(Stored data)
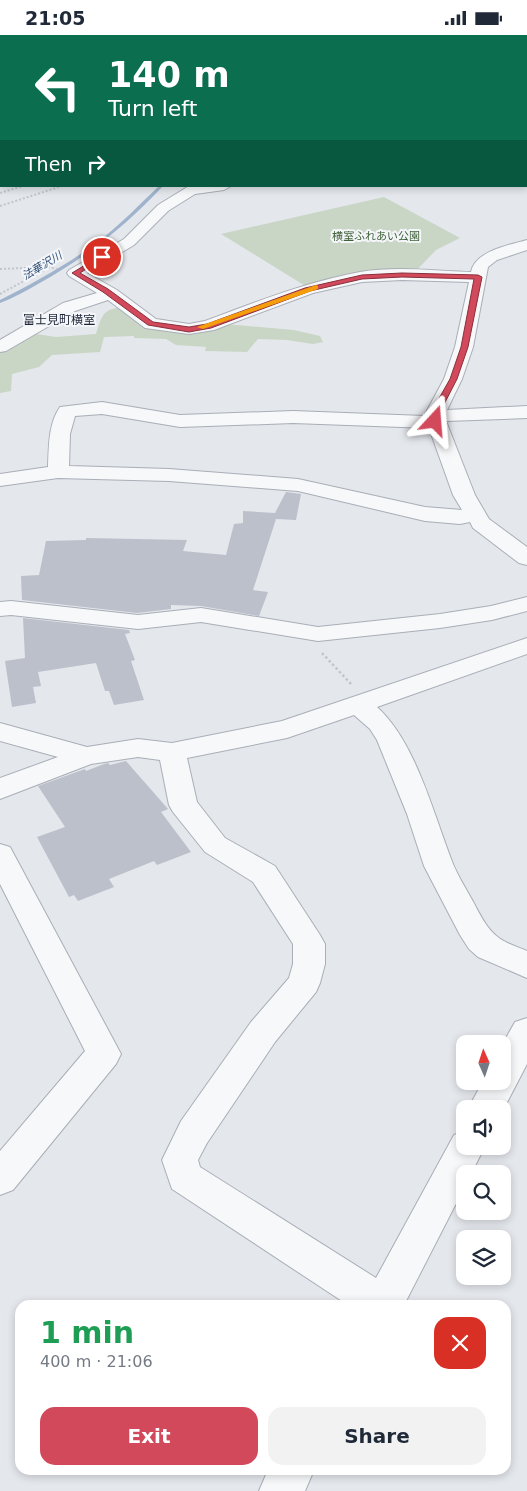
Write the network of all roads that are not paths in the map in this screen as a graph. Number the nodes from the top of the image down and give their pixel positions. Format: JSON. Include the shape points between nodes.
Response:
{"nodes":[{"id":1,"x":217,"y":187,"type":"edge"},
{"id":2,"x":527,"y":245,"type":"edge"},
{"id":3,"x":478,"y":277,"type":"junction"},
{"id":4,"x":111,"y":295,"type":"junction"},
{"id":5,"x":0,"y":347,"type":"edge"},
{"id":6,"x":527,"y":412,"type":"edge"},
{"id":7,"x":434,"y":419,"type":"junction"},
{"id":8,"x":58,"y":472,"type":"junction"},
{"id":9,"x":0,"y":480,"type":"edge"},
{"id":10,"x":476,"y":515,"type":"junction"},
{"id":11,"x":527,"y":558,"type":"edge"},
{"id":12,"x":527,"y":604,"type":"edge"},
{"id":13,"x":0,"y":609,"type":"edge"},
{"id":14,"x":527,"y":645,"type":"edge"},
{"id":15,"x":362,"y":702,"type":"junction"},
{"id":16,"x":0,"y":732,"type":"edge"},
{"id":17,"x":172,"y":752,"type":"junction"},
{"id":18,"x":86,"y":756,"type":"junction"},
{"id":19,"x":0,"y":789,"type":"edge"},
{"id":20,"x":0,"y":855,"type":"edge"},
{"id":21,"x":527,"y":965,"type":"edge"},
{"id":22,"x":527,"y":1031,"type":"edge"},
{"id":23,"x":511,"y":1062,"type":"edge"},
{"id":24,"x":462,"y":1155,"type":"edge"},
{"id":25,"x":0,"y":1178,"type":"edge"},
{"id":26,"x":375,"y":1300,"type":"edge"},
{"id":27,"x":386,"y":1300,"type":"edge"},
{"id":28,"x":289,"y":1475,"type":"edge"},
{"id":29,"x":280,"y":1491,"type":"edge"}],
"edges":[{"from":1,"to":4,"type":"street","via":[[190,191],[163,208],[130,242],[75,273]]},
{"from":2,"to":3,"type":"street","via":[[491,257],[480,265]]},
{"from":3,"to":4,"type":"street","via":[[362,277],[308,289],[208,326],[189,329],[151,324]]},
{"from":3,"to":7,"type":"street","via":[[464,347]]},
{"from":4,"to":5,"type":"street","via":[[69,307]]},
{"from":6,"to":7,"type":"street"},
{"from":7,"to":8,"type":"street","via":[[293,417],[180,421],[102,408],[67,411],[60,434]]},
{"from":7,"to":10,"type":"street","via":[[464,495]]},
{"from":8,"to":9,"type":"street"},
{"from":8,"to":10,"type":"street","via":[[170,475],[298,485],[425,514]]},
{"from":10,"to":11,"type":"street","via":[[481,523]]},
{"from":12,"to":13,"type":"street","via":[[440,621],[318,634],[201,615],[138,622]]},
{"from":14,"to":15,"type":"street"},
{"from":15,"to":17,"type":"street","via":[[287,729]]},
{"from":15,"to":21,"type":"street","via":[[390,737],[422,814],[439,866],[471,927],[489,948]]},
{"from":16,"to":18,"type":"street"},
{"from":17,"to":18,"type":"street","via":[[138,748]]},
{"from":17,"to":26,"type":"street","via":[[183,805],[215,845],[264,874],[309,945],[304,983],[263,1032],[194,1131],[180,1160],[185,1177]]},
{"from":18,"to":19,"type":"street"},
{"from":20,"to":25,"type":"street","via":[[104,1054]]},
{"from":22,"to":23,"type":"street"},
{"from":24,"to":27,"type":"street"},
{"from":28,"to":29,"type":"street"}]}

---

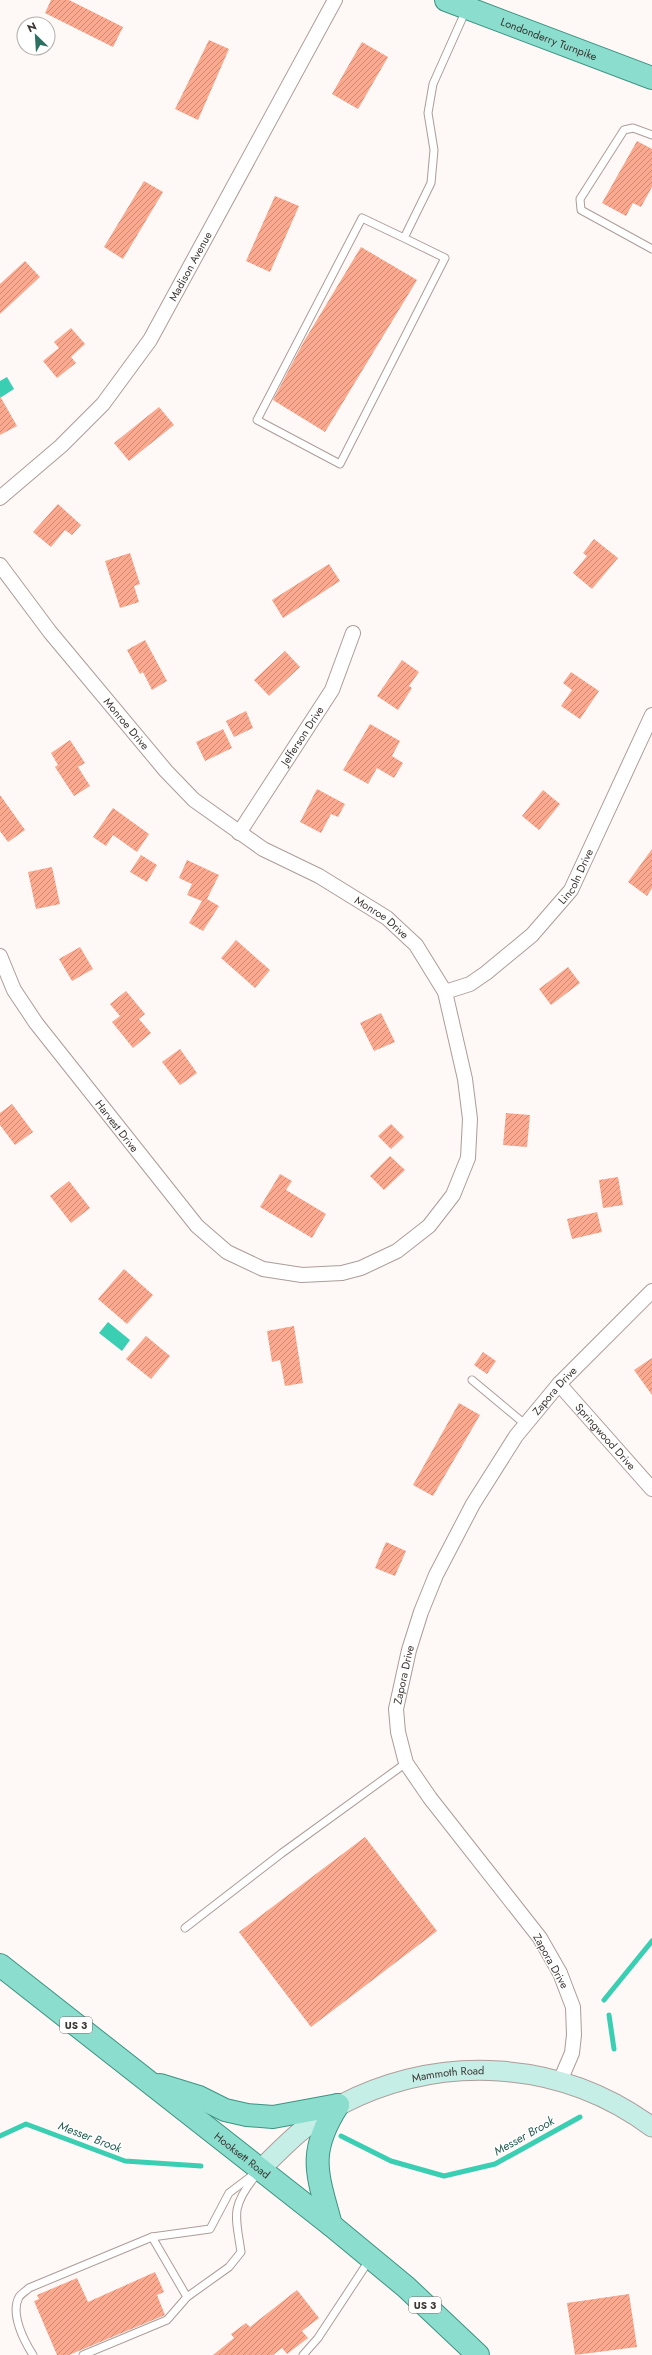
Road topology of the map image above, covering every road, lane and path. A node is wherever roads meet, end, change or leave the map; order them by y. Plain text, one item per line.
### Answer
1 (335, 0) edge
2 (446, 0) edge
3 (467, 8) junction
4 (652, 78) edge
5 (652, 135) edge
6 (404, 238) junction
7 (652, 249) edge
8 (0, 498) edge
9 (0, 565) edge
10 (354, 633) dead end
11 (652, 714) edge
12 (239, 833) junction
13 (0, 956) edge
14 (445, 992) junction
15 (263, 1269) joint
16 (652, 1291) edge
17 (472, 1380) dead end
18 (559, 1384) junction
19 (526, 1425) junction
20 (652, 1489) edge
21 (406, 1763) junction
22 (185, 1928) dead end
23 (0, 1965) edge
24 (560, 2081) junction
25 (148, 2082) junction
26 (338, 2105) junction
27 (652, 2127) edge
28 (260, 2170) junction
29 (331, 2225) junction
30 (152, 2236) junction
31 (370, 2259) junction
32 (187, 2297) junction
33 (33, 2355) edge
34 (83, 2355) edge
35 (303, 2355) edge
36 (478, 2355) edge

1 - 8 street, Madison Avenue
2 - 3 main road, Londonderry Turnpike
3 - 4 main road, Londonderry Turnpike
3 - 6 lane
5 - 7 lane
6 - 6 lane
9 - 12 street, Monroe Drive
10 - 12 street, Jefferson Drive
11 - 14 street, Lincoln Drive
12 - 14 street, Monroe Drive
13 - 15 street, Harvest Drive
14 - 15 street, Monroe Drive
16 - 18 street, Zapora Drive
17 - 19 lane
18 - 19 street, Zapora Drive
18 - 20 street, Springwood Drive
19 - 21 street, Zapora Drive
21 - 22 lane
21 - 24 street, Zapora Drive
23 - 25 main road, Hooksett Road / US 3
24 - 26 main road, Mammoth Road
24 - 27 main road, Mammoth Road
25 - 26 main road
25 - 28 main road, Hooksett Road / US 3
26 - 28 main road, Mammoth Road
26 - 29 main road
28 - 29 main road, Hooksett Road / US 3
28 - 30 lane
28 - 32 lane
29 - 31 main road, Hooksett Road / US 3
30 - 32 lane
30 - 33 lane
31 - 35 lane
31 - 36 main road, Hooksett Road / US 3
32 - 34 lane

WORK ITEM
Take each line above that contains "Londonderry" and copy it out.

REPLY TO THE EXERCISE
2 - 3 main road, Londonderry Turnpike
3 - 4 main road, Londonderry Turnpike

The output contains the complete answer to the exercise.